Data for this task: Begin
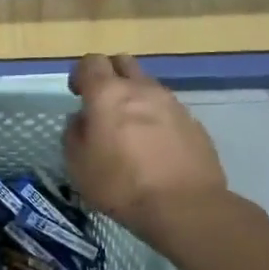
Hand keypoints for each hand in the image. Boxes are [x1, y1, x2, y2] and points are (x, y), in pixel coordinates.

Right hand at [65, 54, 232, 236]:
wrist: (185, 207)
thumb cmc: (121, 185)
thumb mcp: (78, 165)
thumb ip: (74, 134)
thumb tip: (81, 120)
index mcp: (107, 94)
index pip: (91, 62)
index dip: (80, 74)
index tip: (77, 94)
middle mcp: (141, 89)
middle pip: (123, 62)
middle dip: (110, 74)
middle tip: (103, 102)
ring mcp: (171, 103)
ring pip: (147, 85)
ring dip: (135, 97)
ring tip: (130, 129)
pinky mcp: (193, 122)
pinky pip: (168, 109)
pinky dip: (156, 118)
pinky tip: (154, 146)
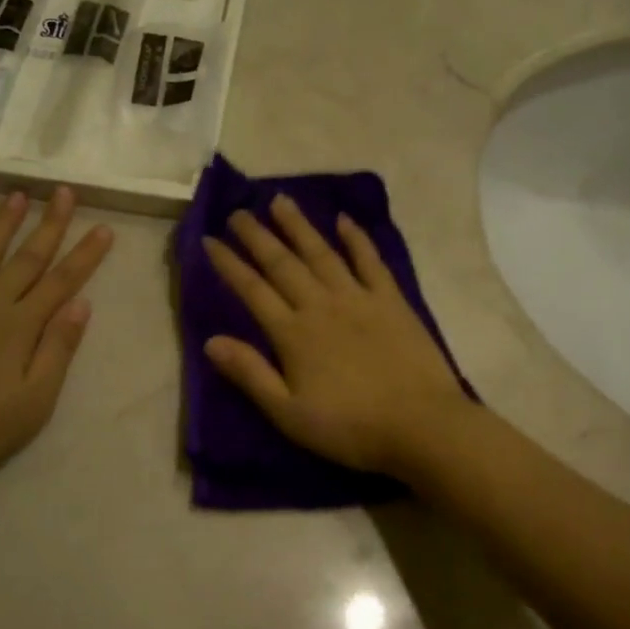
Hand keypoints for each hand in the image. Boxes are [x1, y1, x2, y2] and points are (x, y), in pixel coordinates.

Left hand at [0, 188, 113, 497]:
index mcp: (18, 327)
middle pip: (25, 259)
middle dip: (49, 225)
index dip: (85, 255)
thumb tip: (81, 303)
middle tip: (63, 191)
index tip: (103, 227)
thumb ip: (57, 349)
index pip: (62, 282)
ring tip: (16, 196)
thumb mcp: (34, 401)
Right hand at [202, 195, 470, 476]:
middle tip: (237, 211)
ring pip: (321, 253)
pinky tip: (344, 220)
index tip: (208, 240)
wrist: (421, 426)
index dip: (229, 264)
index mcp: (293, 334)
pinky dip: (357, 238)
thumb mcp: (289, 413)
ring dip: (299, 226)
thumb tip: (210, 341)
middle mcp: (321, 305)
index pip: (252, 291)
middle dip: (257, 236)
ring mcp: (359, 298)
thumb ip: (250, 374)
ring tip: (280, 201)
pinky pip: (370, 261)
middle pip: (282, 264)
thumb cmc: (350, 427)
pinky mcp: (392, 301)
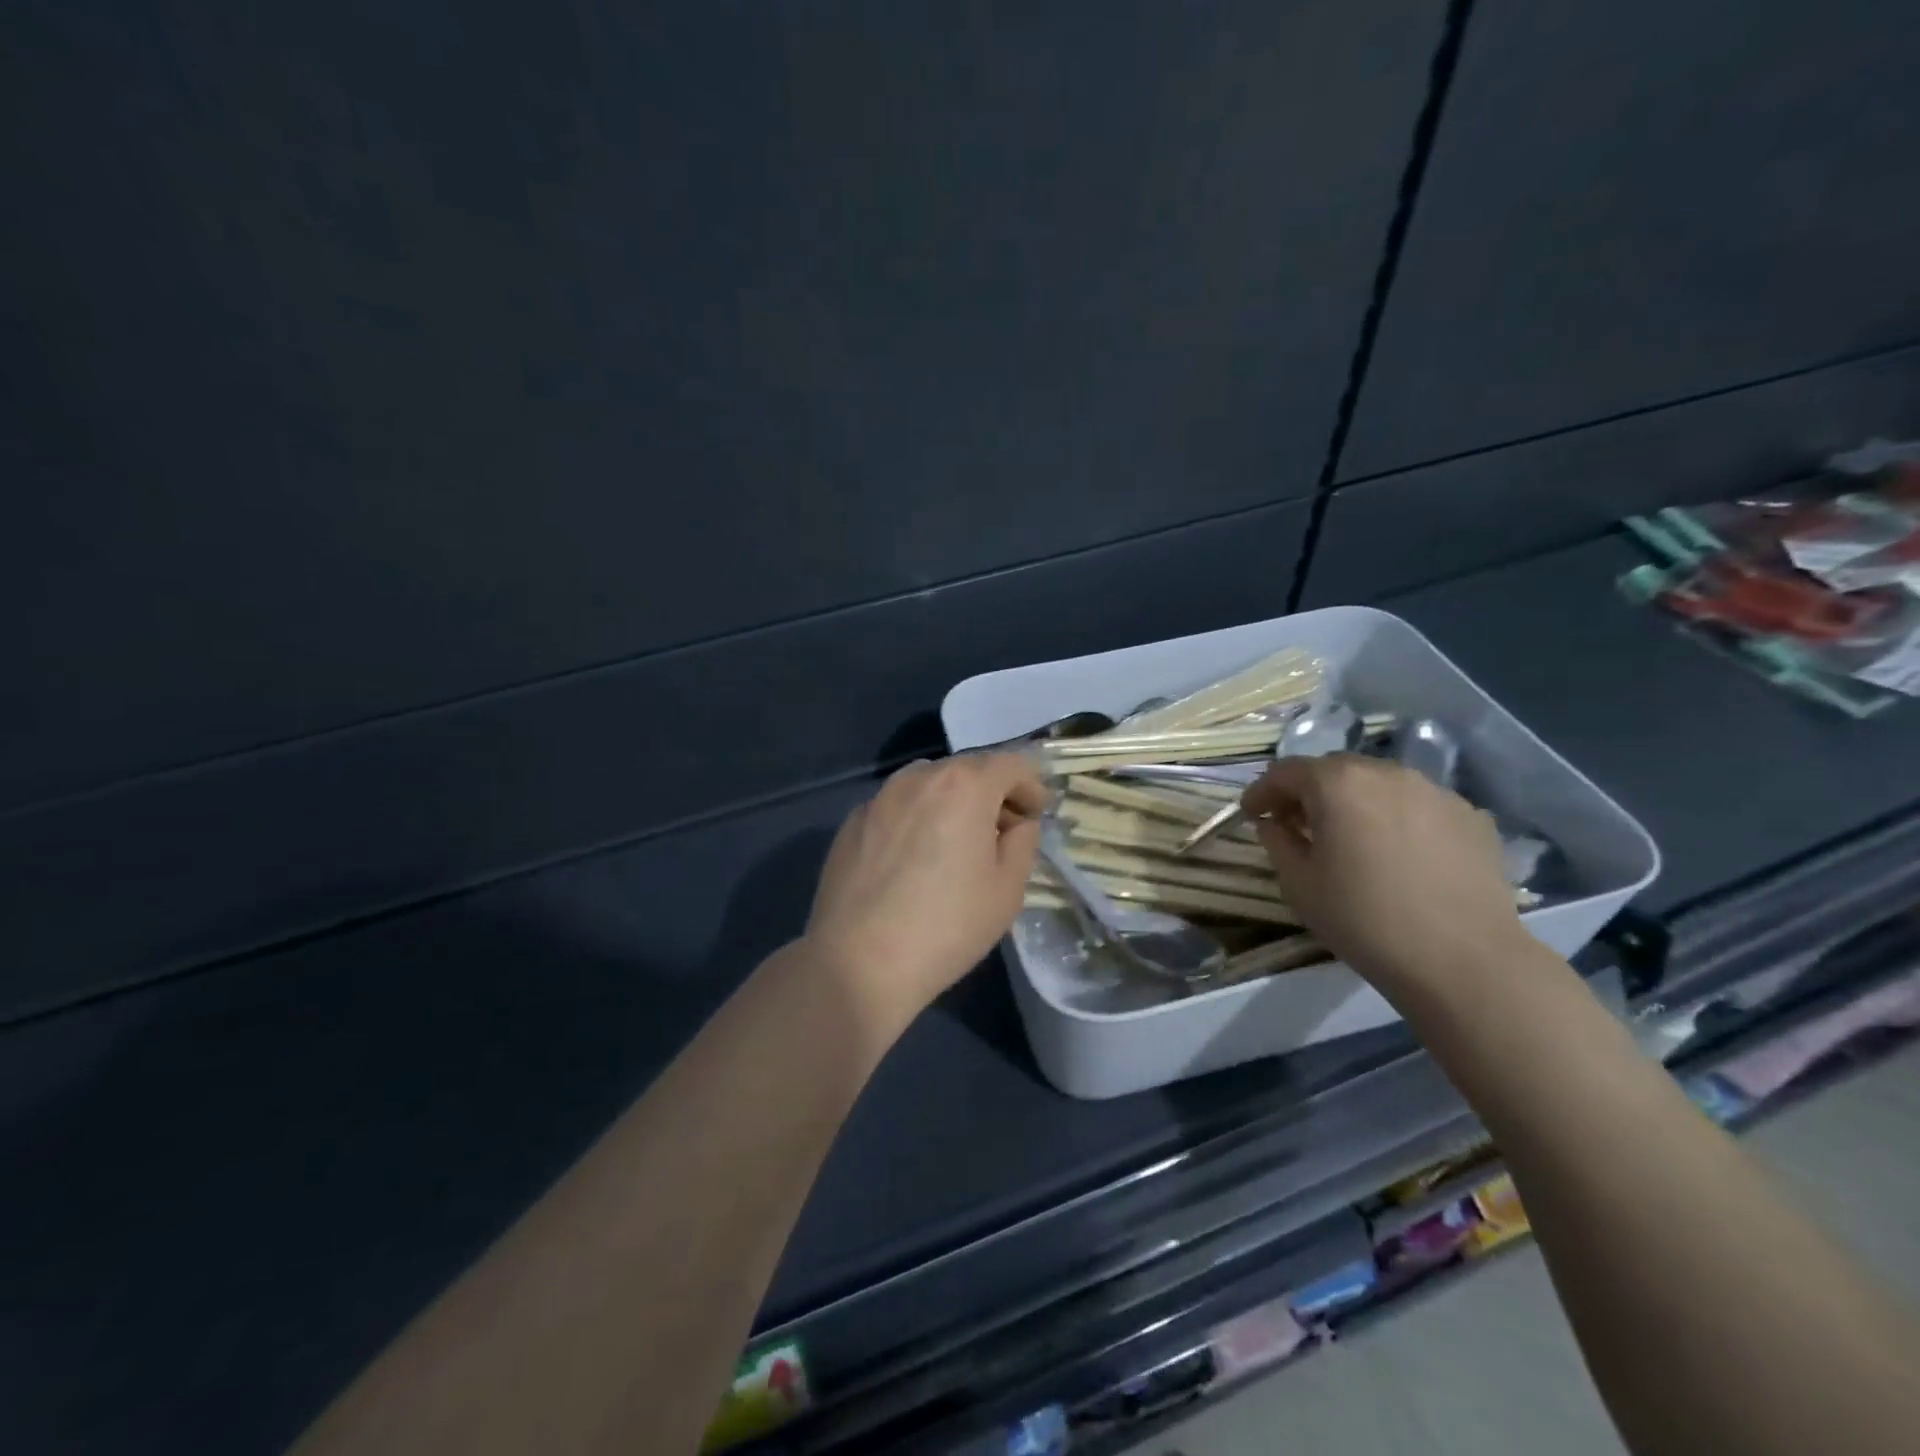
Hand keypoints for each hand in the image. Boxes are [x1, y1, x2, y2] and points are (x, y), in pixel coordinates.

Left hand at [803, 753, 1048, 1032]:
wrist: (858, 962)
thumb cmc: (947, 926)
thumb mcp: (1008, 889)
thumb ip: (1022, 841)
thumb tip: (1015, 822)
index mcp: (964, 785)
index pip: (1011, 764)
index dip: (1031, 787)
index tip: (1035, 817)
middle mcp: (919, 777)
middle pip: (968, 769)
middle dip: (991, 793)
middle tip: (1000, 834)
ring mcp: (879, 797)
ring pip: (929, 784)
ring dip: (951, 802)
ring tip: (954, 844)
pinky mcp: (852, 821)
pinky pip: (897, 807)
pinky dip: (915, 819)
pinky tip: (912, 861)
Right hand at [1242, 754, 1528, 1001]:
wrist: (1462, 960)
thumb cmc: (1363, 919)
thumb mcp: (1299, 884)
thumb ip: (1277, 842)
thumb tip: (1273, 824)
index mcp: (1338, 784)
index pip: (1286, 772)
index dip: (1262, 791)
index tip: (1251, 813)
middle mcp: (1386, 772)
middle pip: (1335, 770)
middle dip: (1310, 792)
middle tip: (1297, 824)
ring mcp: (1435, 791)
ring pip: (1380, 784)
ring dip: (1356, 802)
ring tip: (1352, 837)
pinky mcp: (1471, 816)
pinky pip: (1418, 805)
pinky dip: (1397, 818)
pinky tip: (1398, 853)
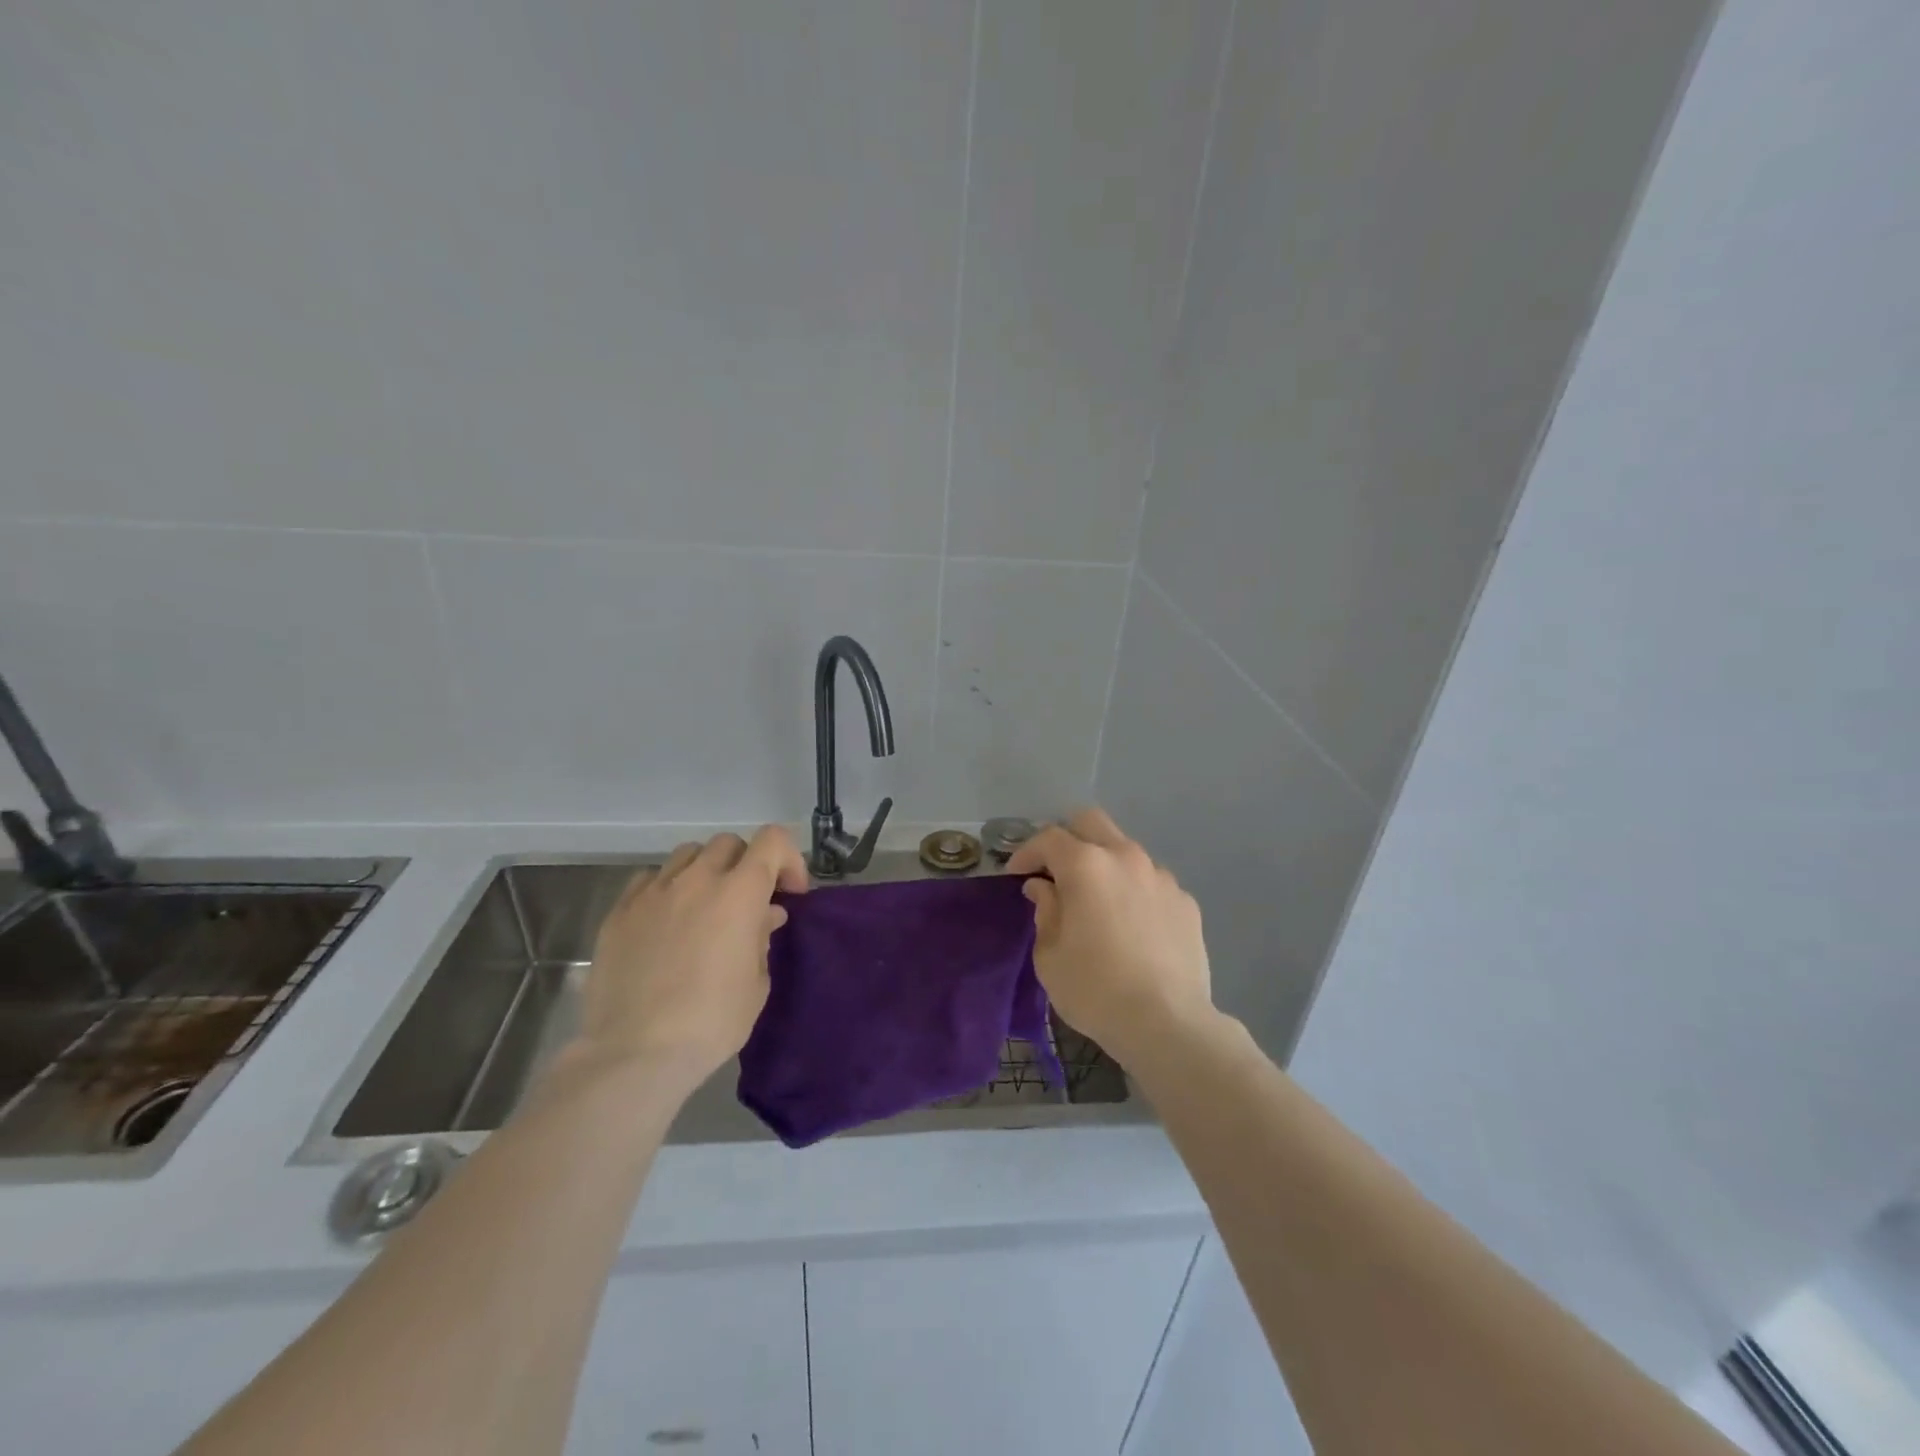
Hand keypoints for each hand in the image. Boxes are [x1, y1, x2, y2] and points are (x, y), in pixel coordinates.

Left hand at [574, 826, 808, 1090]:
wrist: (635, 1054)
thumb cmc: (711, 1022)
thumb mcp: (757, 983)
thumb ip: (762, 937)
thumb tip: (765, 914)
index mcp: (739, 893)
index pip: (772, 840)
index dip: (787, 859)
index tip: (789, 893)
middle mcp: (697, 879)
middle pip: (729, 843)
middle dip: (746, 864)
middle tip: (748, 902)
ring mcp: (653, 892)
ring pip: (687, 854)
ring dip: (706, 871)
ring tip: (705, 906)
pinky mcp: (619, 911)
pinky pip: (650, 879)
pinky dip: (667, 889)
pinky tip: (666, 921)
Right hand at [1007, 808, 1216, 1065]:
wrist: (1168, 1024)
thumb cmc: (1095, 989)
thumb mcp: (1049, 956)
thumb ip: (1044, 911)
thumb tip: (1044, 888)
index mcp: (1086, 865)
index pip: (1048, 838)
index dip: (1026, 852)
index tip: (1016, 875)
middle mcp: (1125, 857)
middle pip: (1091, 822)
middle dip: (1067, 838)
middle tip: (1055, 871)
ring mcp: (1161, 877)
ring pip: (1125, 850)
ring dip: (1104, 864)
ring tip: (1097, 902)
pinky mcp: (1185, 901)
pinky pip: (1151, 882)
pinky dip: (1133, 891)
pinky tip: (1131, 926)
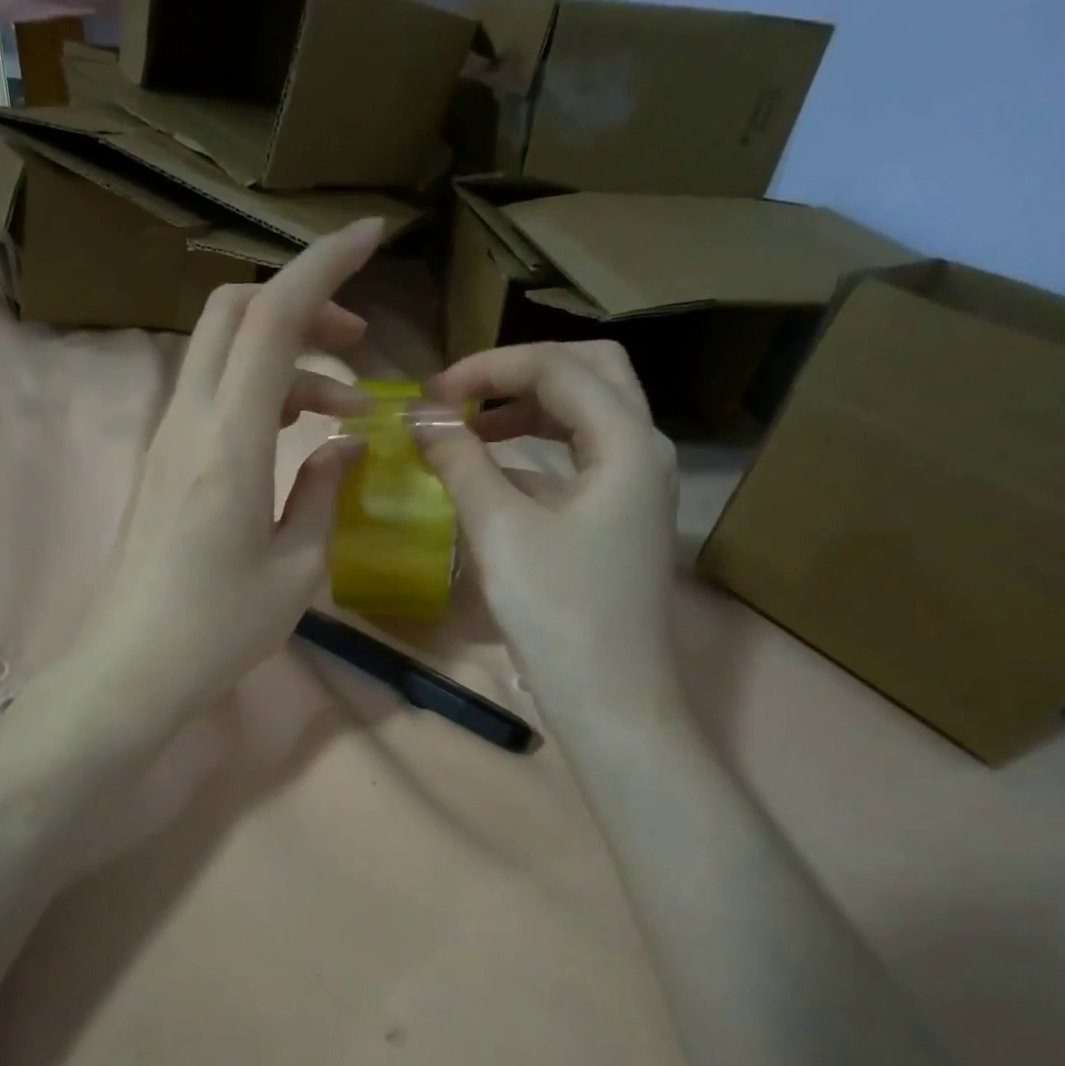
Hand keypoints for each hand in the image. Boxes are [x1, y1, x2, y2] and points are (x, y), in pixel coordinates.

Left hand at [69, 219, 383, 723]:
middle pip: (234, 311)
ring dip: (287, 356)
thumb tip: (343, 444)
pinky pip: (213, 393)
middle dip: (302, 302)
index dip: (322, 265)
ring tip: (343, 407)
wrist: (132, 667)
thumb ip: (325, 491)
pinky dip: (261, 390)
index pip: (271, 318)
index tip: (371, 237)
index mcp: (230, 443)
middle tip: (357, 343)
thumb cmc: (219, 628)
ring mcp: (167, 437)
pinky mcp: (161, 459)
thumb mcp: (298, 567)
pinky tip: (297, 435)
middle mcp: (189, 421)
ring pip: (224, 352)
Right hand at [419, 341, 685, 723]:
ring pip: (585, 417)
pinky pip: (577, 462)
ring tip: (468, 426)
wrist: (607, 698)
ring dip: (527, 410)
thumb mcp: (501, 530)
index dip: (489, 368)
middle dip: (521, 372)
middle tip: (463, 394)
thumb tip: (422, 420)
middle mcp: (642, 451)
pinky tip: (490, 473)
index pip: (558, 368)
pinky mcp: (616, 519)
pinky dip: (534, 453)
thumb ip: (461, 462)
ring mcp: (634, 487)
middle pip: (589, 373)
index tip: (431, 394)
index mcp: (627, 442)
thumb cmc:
Data for this task: End
- Task to carry out -
Above are records; write out the lines from the one with "index dip: (229, 264)" down to the one with "pinky mcp: (852, 821)", exactly, leaving the pictures out.

- Reply -
index dip: (229, 264)
index mcp: (293, 334)
pinky dip: (357, 238)
thumb mcp: (289, 413)
ring dip: (299, 226)
thumb tip: (210, 341)
middle mcp: (321, 305)
index pip: (252, 291)
middle dip: (257, 236)
ring mcp: (359, 298)
thumb ip: (250, 374)
ring tip: (280, 201)
pinky pip: (370, 261)
middle pip: (282, 264)
thumb cmc: (350, 427)
pinky mcp: (392, 301)
Hand keypoints for each hand in the image. Boxes are [x1, y1, x2, y2] and points are (x, y), in pixel coordinates.

Left hand at [803, 753, 1048, 1032]:
wrist: (858, 962)
thumb cmc: (947, 926)
thumb mcp: (1008, 889)
thumb ip: (1022, 841)
thumb tip: (1015, 822)
index mcp: (964, 785)
index pip: (1011, 764)
index dip: (1031, 787)
index tip: (1035, 817)
middle mcp: (919, 777)
middle pip: (968, 769)
middle dip: (991, 793)
middle tip: (1000, 834)
ring mcp: (879, 797)
ring pip: (929, 784)
ring dip: (951, 802)
ring tip: (954, 844)
pinky mcp: (852, 821)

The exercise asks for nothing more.